Monsters University fails its first test
Since 1995’s “Toy Story”, Pixar have been synonymous with animated family films of the highest quality. Not only did they set the bar, but they also kept raising it every time they brought out a film. They even showed they could manage that trickiest of things: a sequel. “Toy Story 2” and “Toy Story 3” are the hallmark by which all other animated franchises should be judged.
Of course, it couldn’t last and the first fumble was 2006’s “Cars”, aka John Lassiter’s vanity project. “Cars”, of course, isn’t terrible, it’s just that coming off the back of “Finding Nemo” and “The Incredibles” (the one Pixar film everybody wants a sequel to), it was a bit of a let-down.

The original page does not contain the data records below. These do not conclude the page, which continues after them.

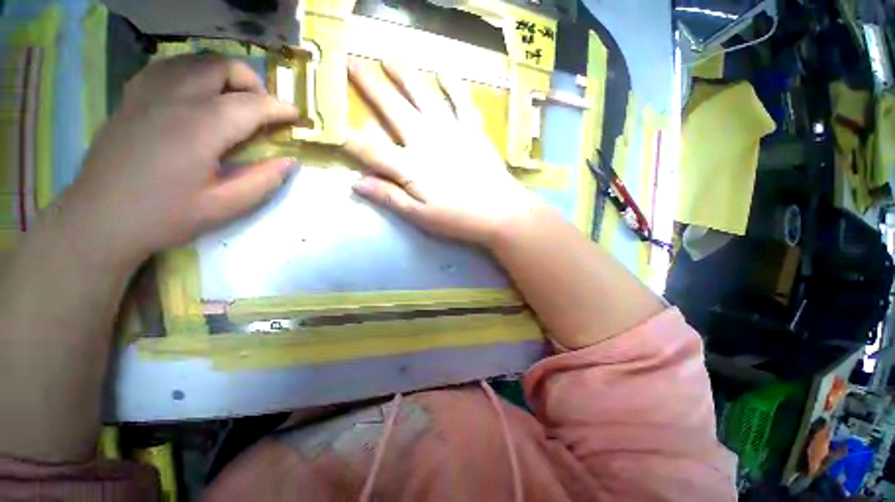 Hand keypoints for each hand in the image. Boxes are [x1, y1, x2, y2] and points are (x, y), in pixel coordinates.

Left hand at [58, 54, 298, 266]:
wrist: (100, 218)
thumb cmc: (165, 216)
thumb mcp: (225, 207)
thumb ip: (263, 181)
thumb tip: (289, 162)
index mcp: (202, 127)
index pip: (253, 104)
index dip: (280, 108)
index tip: (295, 117)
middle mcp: (176, 98)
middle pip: (222, 67)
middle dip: (252, 83)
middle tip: (263, 109)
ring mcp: (148, 93)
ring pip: (194, 61)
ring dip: (222, 74)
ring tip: (233, 99)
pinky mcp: (132, 98)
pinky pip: (166, 68)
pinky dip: (190, 72)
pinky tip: (195, 94)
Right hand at [345, 60, 538, 246]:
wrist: (501, 212)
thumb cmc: (459, 218)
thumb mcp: (420, 216)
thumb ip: (389, 197)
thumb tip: (356, 183)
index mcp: (410, 167)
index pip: (372, 149)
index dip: (352, 140)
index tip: (338, 129)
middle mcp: (426, 140)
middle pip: (393, 109)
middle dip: (370, 87)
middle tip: (354, 66)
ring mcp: (451, 130)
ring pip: (423, 95)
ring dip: (405, 75)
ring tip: (390, 58)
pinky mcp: (473, 129)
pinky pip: (461, 101)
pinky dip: (452, 85)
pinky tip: (444, 72) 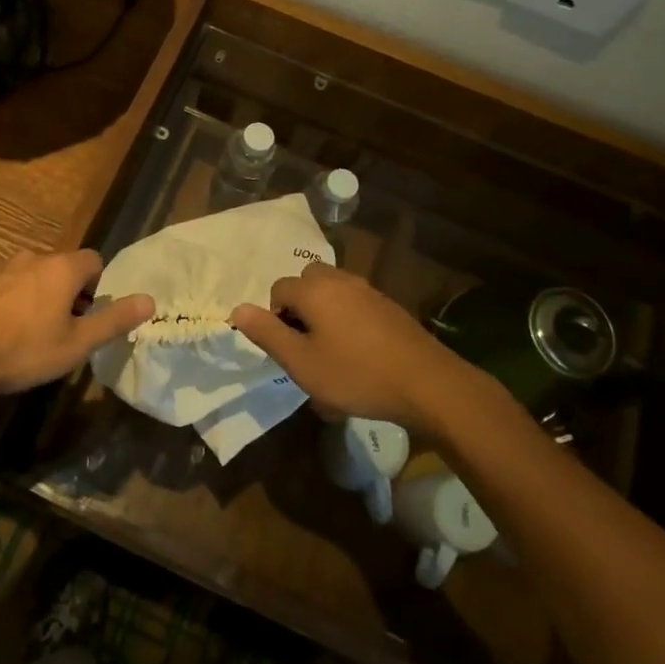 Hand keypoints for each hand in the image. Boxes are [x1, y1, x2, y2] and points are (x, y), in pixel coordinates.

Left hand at [0, 249, 152, 398]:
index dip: (96, 287)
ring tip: (29, 333)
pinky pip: (7, 283)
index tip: (87, 317)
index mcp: (63, 268)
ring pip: (34, 275)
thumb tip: (150, 300)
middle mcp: (35, 256)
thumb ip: (114, 320)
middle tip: (61, 330)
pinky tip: (2, 330)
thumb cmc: (23, 350)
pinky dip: (12, 299)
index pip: (94, 261)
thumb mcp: (76, 344)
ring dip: (39, 295)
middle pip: (63, 267)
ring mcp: (3, 265)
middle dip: (68, 292)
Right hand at [230, 263, 476, 432]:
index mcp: (314, 289)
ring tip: (332, 355)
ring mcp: (368, 290)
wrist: (426, 383)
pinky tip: (359, 356)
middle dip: (300, 311)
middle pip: (306, 284)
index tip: (289, 351)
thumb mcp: (301, 362)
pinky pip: (354, 305)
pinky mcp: (388, 306)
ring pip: (332, 293)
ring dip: (324, 316)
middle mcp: (339, 280)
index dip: (276, 319)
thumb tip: (238, 309)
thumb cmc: (355, 374)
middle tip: (307, 349)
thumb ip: (267, 333)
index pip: (278, 290)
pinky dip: (347, 322) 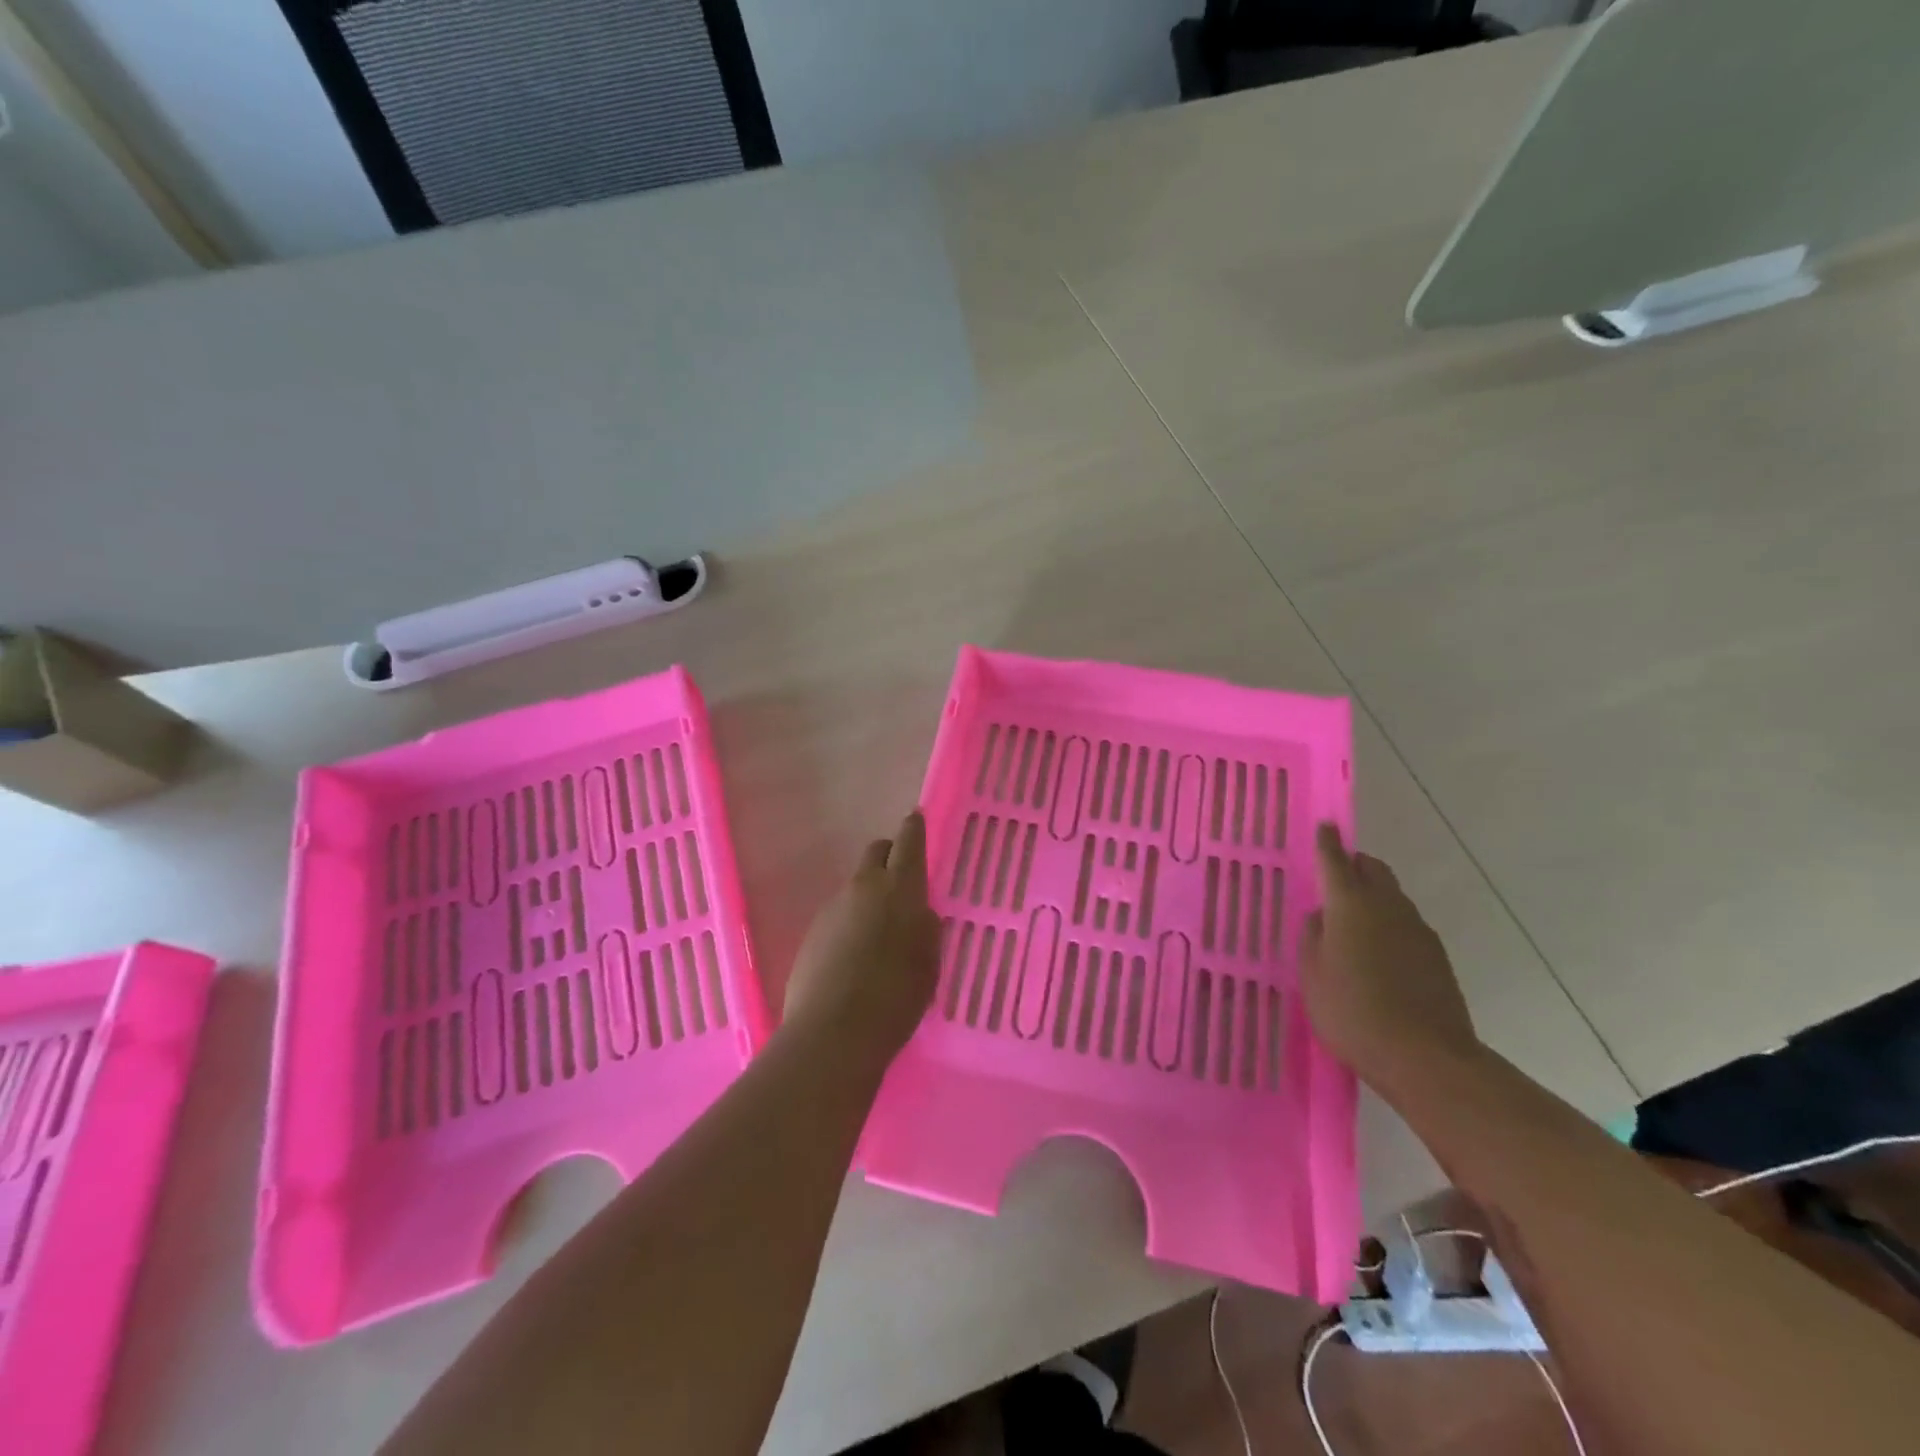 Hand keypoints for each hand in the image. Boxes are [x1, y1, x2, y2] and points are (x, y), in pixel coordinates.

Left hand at [782, 811, 941, 1063]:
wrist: (833, 1032)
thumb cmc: (896, 998)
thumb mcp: (928, 963)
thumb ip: (926, 929)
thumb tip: (919, 912)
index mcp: (899, 889)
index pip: (908, 842)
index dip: (914, 828)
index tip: (916, 818)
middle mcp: (863, 887)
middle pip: (876, 852)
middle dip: (891, 855)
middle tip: (903, 878)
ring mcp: (833, 908)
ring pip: (856, 886)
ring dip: (870, 895)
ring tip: (881, 932)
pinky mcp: (812, 932)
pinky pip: (839, 914)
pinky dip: (851, 922)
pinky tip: (856, 956)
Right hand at [1299, 823, 1479, 1086]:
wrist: (1424, 1058)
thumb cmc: (1351, 1011)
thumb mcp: (1312, 973)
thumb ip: (1313, 936)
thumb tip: (1322, 915)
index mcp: (1350, 904)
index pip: (1335, 860)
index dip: (1327, 842)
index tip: (1324, 827)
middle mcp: (1387, 906)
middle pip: (1374, 869)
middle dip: (1355, 865)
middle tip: (1335, 878)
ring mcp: (1418, 930)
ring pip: (1392, 897)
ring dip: (1373, 897)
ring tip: (1352, 923)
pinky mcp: (1437, 956)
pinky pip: (1406, 925)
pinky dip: (1389, 925)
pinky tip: (1377, 954)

For me, the basic premise of the universe of “Cars” just didn’t make sense and I couldn’t shift that discomfort throughout the film. Every other Pixar film meticulously creates a believable fictional world for its characters and for me “Cars” was the first one to fail to do that.
Reassuringly, it was followed by “Ratatouille”, “Wall-E” and “Up” proving not only that Pixar still had “it”, but also they were willing to push the envelope and try new and unusual ways of telling a story. 2010’s “Toy Story 3” wrapped up Woody & Buzz’s adventures in a smart and emotionally satisfying way and revealed that we had not been watching a film and two sequels but a continuous trilogy on the themes of growing up and letting go of childhood.

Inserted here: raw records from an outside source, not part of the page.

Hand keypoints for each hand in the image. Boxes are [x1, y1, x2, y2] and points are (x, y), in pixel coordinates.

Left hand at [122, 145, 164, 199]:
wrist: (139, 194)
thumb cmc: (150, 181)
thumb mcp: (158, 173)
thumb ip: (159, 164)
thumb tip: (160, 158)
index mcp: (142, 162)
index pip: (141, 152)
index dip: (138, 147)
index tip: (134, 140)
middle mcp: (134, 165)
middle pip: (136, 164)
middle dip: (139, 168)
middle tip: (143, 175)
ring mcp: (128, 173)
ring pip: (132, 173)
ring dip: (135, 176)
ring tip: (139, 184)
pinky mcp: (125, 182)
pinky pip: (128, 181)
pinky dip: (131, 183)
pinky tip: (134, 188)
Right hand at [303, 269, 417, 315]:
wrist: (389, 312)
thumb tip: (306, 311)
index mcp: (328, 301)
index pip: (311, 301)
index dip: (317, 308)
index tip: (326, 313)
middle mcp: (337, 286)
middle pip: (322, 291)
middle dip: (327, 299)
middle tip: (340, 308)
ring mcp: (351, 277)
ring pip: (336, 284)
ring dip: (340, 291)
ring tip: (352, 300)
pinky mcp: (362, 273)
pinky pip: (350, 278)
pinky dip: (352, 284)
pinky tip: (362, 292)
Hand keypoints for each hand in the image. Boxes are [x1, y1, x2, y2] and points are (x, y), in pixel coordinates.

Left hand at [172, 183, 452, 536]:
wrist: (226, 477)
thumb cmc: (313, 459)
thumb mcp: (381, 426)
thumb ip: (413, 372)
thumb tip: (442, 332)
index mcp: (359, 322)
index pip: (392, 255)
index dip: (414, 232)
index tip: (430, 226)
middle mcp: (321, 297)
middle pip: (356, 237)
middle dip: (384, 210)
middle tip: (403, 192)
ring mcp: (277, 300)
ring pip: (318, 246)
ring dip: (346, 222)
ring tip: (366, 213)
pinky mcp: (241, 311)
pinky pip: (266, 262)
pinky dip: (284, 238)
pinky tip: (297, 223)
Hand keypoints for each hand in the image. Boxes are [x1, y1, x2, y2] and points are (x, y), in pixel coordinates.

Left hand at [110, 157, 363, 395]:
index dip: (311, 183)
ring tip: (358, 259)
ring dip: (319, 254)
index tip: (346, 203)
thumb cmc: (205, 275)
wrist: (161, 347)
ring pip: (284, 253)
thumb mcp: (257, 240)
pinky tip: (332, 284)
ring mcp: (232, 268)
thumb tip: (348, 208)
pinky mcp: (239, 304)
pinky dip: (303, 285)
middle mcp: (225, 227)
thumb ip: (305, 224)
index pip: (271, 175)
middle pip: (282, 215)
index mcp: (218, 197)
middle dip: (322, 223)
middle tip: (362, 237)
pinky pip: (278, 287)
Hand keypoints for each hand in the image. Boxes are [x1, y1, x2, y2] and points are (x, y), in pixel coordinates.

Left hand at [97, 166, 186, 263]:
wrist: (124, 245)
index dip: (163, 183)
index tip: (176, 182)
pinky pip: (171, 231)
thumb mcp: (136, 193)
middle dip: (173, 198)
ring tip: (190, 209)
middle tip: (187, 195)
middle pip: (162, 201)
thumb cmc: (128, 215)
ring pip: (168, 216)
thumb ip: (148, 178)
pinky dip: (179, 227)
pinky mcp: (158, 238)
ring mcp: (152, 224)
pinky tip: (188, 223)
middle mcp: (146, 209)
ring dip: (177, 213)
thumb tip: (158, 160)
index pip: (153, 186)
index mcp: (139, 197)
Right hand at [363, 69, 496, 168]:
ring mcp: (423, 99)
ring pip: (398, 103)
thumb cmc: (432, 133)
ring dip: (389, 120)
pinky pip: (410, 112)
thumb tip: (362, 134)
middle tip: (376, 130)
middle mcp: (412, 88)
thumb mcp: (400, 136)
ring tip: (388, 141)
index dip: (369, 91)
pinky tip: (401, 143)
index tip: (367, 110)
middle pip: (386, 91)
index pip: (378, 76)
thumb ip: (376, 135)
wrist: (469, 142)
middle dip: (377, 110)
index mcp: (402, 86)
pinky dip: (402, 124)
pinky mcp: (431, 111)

But in 2011, everything changed and Pixar released its first terrible movie, “Cars 2”. The spell was broken. While Pixar retained a huge amount of goodwill and affection from their audience, they were no longer infallible. With the unfocussed, lacklustre “Brave” picking up the pieces in 2012, I wasn’t overly hopeful going into “Monsters University” – which is, of course, the film I’m meant to be reviewing.
Let’s get one thing out of the way: prequels SUCK. There’s no two ways about it. There’s zero dramatic tension because you know who lives and who dies (either metaphorically or actually), you know how it must end because you know where the characters begin their next adventure. I think the current fashion for prequels is a direct and unwelcome result of the rise of geek culture and fanboy obsessions over the minutiae of fictional worlds. Only that small but vocal group really care about what is “canon” and what isn’t. It’s this need to have every detail confirmed by a nebulous creative authority that drives what little appetite for prequels there is.
In 1980, we all marvelled at the revelation that Darth Vader was Luke Skywalker’s father and literally millions of us wondered and imagined how the great Jedi Knight Anakin Skywalker could have sunk so low as to become this “more machine than man” Dark Lord of the Sith. I’m pretty sure hardly any of those millions of individually created backstories were as turgid, uninspired and downright derivative as the Star Wars prequels we eventually got. I suspect fewer still took five and a half soullessly CGI’d hours to get to the only part anyone wanted to see.
So, to summarise, Pixar are in the middle of a mediocre run and I have a serious antipathy towards prequels. So what did I make of “Monsters University”? Well, it’s okay. Better than “Cars” or “Cars 2”, on a par with “Brave” and not as good as their back catalogue. The film charts the early years of Mike and Sully, but unlike “Inc”, this is much more Mike Wazowski’s story than James Sullivan and we mainly see the world through his…um…eye.
Fundamentally, “Monsters University” suffers from being largely unnecessary and, very unusually for a Pixar film, unoriginal. Yeah, there are plenty of amusing puns based around the monster-isation of the world of academia and a handful of sequences that elicited a chuckle from the audience I saw it with but if you’ve seen any college campus comedy over the past forty years, you’ve pretty much seen “Monsters University”. It’s almost painfully formulaic and feels more like a shameless Disney cash-in (*cough* Planes *cough*) than Pixar’s clever take on an old trope. The voice work is as good as always and the cast does everything they can with the weak material. The seven-year-old I watched it with found some parts during the middle stretch pretty boring and got quite fidgety, which is very unusual for him. It does perk up a little towards the end with an interesting and unexpected coda that has some points to make on the nature of talent, hard work and the perceived importance of academic achievement.
So, “Monsters University” doesn’t break Pixar’s current slump but it doesn’t drive it any deeper either. I’m afraid Pixar’s end of term report will read “must try harder”.